Exercise description: Everything from the line containing "Write the network" through the last line of the data below is to be retyped exactly, apart from the pictures.

Data:
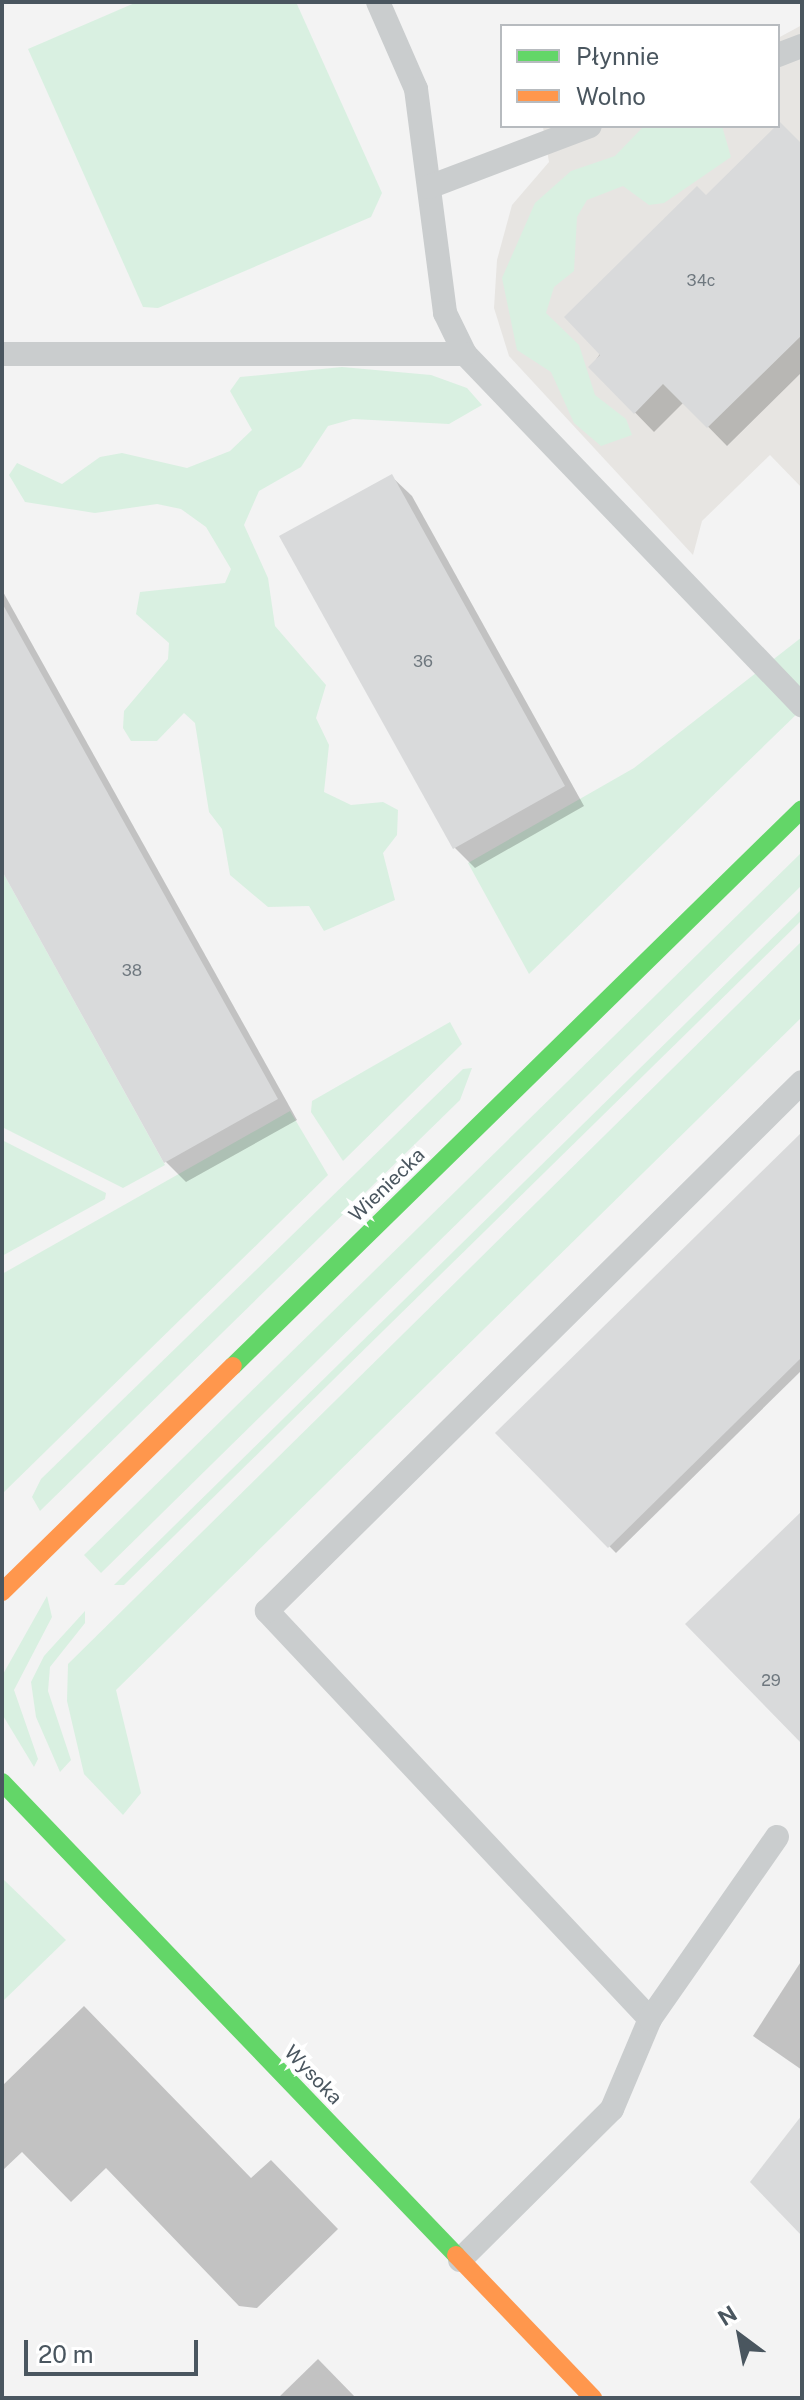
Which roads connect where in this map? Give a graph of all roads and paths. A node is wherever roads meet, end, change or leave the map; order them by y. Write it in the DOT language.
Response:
graph roads {
  1 [pos="378,2"];
  2 [pos="802,46"];
  3 [pos="780,54"];
  4 [pos="585,128"];
  5 [pos="429,187"];
  6 [pos="2,354"];
  7 [pos="465,354"];
  8 [pos="802,705"];
  9 [pos="802,809"];
  10 [pos="802,1082"];
  11 [pos="2,1592"];
  12 [pos="2,1782"];
  13 [pos="777,1837"];
  14 [pos="650,2019"];
  15 [pos="460,2260"];
  16 [pos="593,2398"];
  1 -- 5 [label="lane"];
  2 -- 3 [label="lane"];
  4 -- 5 [label="lane"];
  5 -- 7 [label="lane"];
  6 -- 7 [label="lane"];
  7 -- 8 [label="lane"];
  9 -- 11 [label="street, Wieniecka"];
  10 -- 14 [label="lane"];
  12 -- 15 [label="street, Wysoka"];
  13 -- 14 [label="lane"];
  14 -- 15 [label="lane"];
  15 -- 16 [label="street, Wysoka"];
}
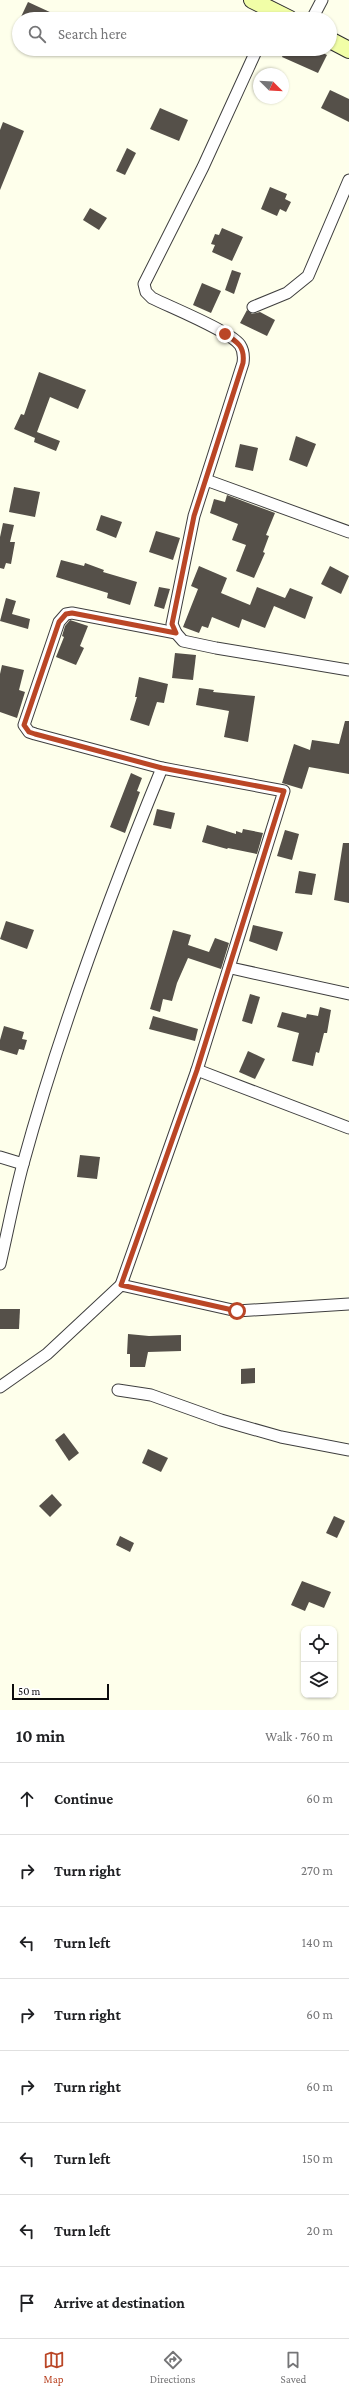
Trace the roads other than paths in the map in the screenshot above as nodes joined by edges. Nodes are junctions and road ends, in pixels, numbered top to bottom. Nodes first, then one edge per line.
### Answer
1 (252, 0) edge
2 (322, 0) edge
3 (268, 12) edge
4 (316, 12) edge
5 (337, 44) edge
6 (349, 50) edge
7 (254, 56) edge
8 (349, 180) edge
9 (253, 307) dead end
10 (206, 480) junction
11 (349, 532) edge
12 (176, 633) junction
13 (349, 670) edge
14 (162, 768) junction
15 (230, 968) junction
16 (349, 994) edge
17 (197, 1070) junction
18 (349, 1128) edge
19 (0, 1157) edge
20 (23, 1164) junction
21 (0, 1264) edge
22 (121, 1285) junction
23 (349, 1304) edge
24 (2, 1383) edge
25 (118, 1390) dead end
26 (349, 1450) edge

1 - 3 street
2 - 4 street
5 - 6 street
7 - 10 street
8 - 9 street
10 - 11 street
10 - 12 street
12 - 13 street
12 - 14 street
14 - 15 street
14 - 20 street
15 - 16 street
15 - 17 street
17 - 18 street
17 - 22 street
19 - 20 street
20 - 21 street
22 - 23 street
22 - 24 street
25 - 26 street

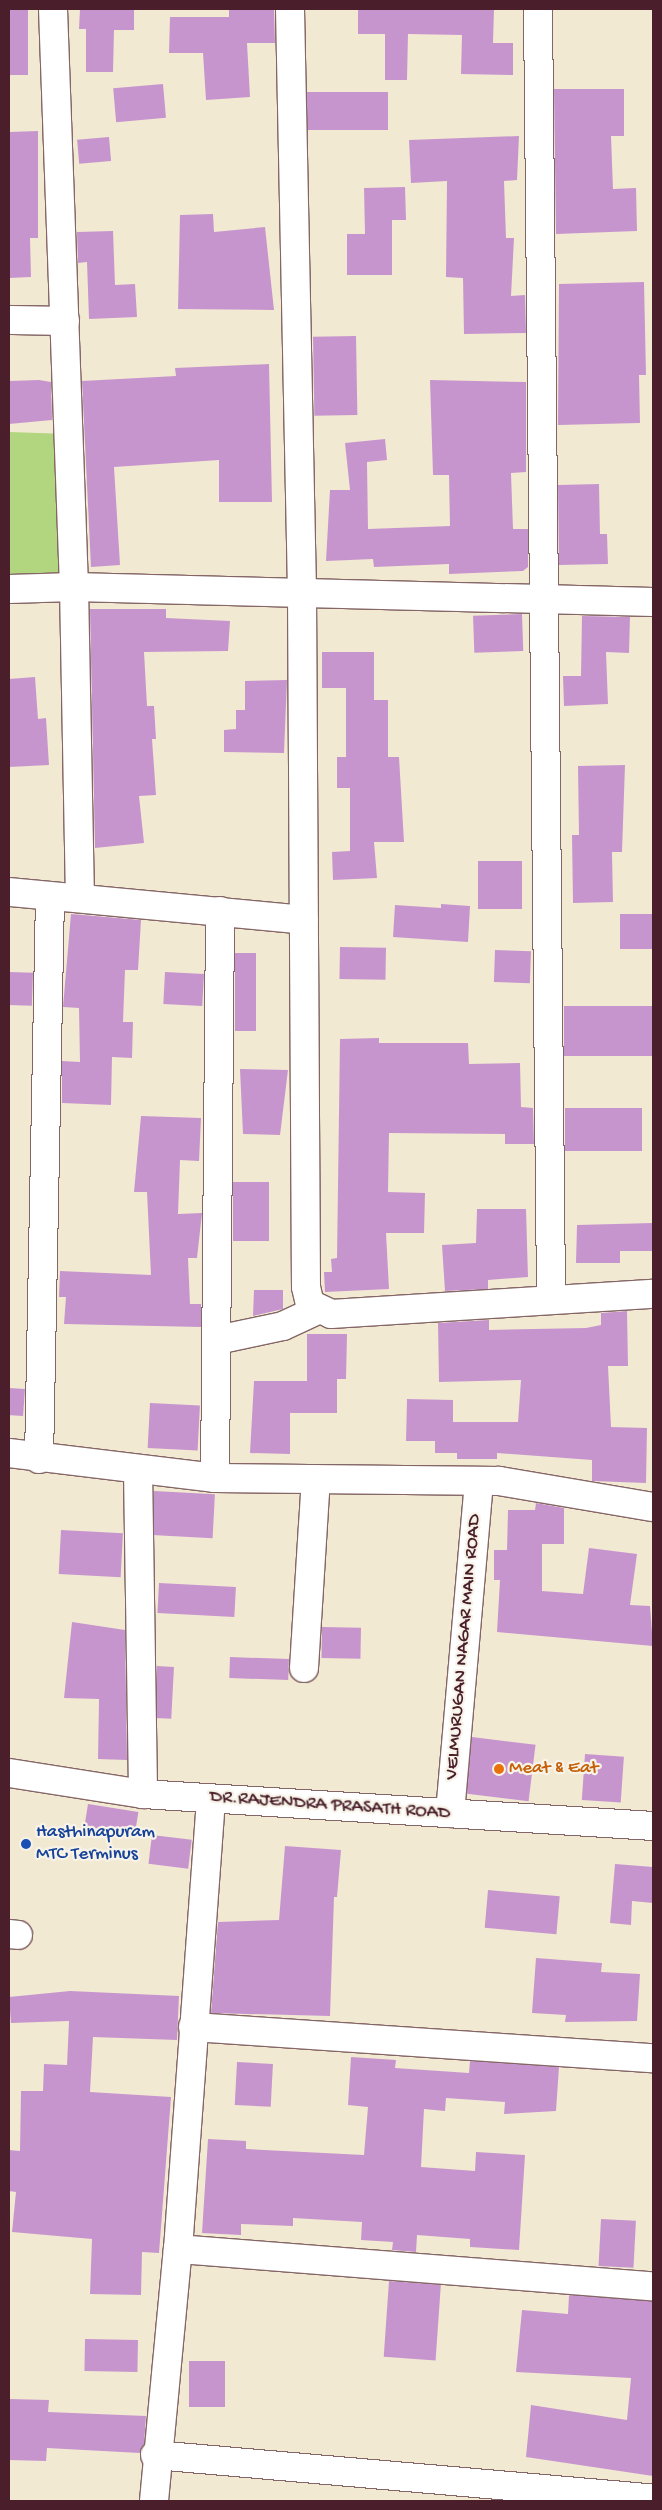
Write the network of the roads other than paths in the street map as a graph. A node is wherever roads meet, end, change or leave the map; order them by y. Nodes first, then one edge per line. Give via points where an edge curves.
1 (53, 9) edge
2 (290, 9) edge
3 (538, 9) edge
4 (9, 320) edge
5 (65, 322) junction
6 (74, 587) junction
7 (9, 589) edge
8 (302, 592) junction
9 (543, 598) junction
10 (653, 602) edge
11 (9, 892) edge
12 (50, 897) junction
13 (80, 898) junction
14 (220, 911) junction
15 (304, 920) junction
16 (653, 1294) edge
17 (551, 1297) junction
18 (318, 1310) junction
19 (217, 1340) junction
20 (9, 1453) edge
21 (39, 1459) junction
22 (138, 1471) junction
23 (215, 1478) junction
24 (316, 1479) junction
25 (479, 1481) junction
26 (653, 1507) edge
27 (304, 1668) dead end
28 (9, 1773) edge
29 (143, 1794) junction
30 (211, 1799) junction
31 (450, 1813) junction
32 (653, 1826) edge
33 (192, 2027) junction
34 (653, 2058) edge
35 (178, 2249) junction
36 (653, 2286) edge
37 (156, 2455) junction
38 (653, 2500) edge
39 (154, 2501) edge

1 - 5 street
2 - 8 street
3 - 9 street
4 - 5 street
5 - 6 street
6 - 7 street
6 - 8 street
6 - 13 street
8 - 9 street
8 - 15 street
9 - 10 street
9 - 17 street
11 - 12 street
12 - 13 street
12 - 21 street
13 - 14 street
14 - 15 street
14 - 19 street
15 - 18 street via 306,1286 310,1304
16 - 17 street
17 - 18 street via 331,1314
18 - 19 street via 283,1326
19 - 23 street
20 - 21 street
21 - 22 street
22 - 23 street
22 - 29 street
23 - 24 street
24 - 25 street
24 - 27 street
25 - 26 street
25 - 31 street, VELMURUGAN NAGAR MAIN ROAD
28 - 29 street, DR.RAJENDRA PRASATH ROAD
29 - 30 street, DR.RAJENDRA PRASATH ROAD
30 - 31 street, DR.RAJENDRA PRASATH ROAD
30 - 33 street
31 - 32 street, DR.RAJENDRA PRASATH ROAD
33 - 34 street
33 - 35 street
35 - 36 street
35 - 37 street
37 - 38 street
37 - 39 street

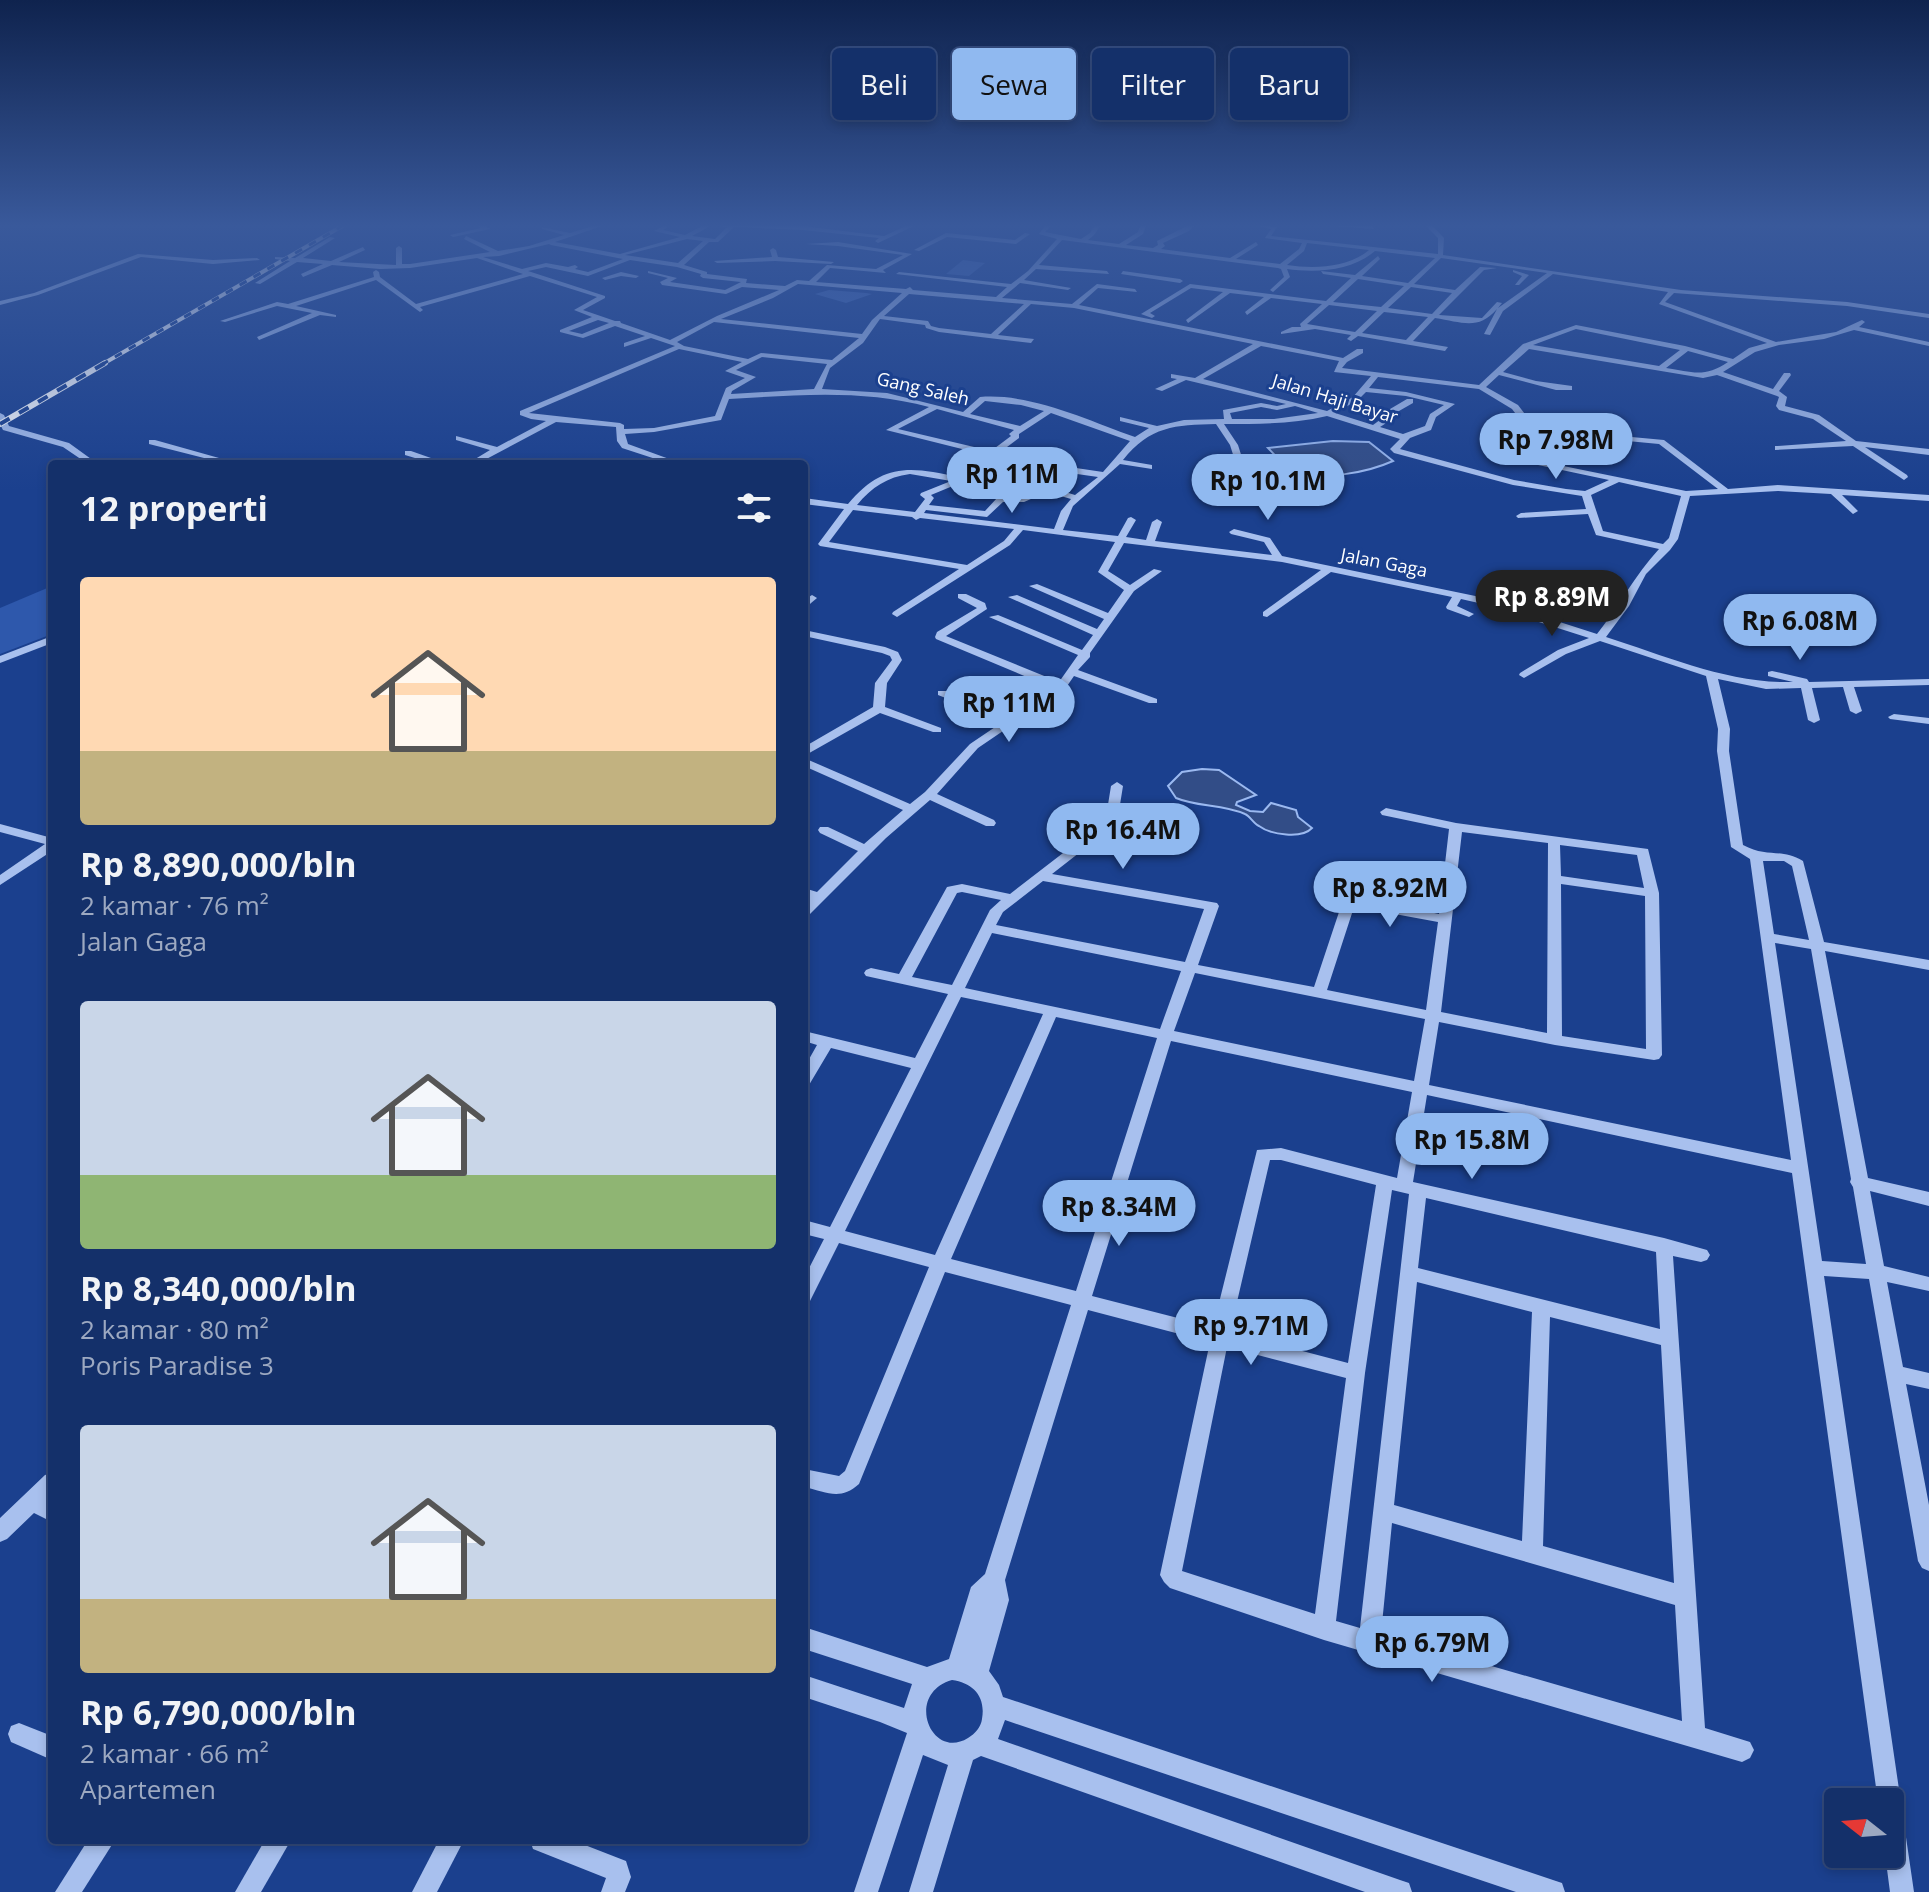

Expected output:
Write the network of the roads other than paths in the street map as a graph. A node is wherever roads meet, end, change or leave the map; order them by y. Nodes first, then one edge per line. Give via points where an edge curves.
1 (53, 9) edge
2 (290, 9) edge
3 (538, 9) edge
4 (9, 320) edge
5 (65, 322) junction
6 (74, 587) junction
7 (9, 589) edge
8 (302, 592) junction
9 (543, 598) junction
10 (653, 602) edge
11 (9, 892) edge
12 (50, 897) junction
13 (80, 898) junction
14 (220, 911) junction
15 (304, 920) junction
16 (653, 1294) edge
17 (551, 1297) junction
18 (318, 1310) junction
19 (217, 1340) junction
20 (9, 1453) edge
21 (39, 1459) junction
22 (138, 1471) junction
23 (215, 1478) junction
24 (316, 1479) junction
25 (479, 1481) junction
26 (653, 1507) edge
27 (304, 1668) dead end
28 (9, 1773) edge
29 (143, 1794) junction
30 (211, 1799) junction
31 (450, 1813) junction
32 (653, 1826) edge
33 (192, 2027) junction
34 (653, 2058) edge
35 (178, 2249) junction
36 (653, 2286) edge
37 (156, 2455) junction
38 (653, 2500) edge
39 (154, 2501) edge

1 - 5 street
2 - 8 street
3 - 9 street
4 - 5 street
5 - 6 street
6 - 7 street
6 - 8 street
6 - 13 street
8 - 9 street
8 - 15 street
9 - 10 street
9 - 17 street
11 - 12 street
12 - 13 street
12 - 21 street
13 - 14 street
14 - 15 street
14 - 19 street
15 - 18 street via 306,1286 310,1304
16 - 17 street
17 - 18 street via 331,1314
18 - 19 street via 283,1326
19 - 23 street
20 - 21 street
21 - 22 street
22 - 23 street
22 - 29 street
23 - 24 street
24 - 25 street
24 - 27 street
25 - 26 street
25 - 31 street, VELMURUGAN NAGAR MAIN ROAD
28 - 29 street, DR.RAJENDRA PRASATH ROAD
29 - 30 street, DR.RAJENDRA PRASATH ROAD
30 - 31 street, DR.RAJENDRA PRASATH ROAD
30 - 33 street
31 - 32 street, DR.RAJENDRA PRASATH ROAD
33 - 34 street
33 - 35 street
35 - 36 street
35 - 37 street
37 - 38 street
37 - 39 street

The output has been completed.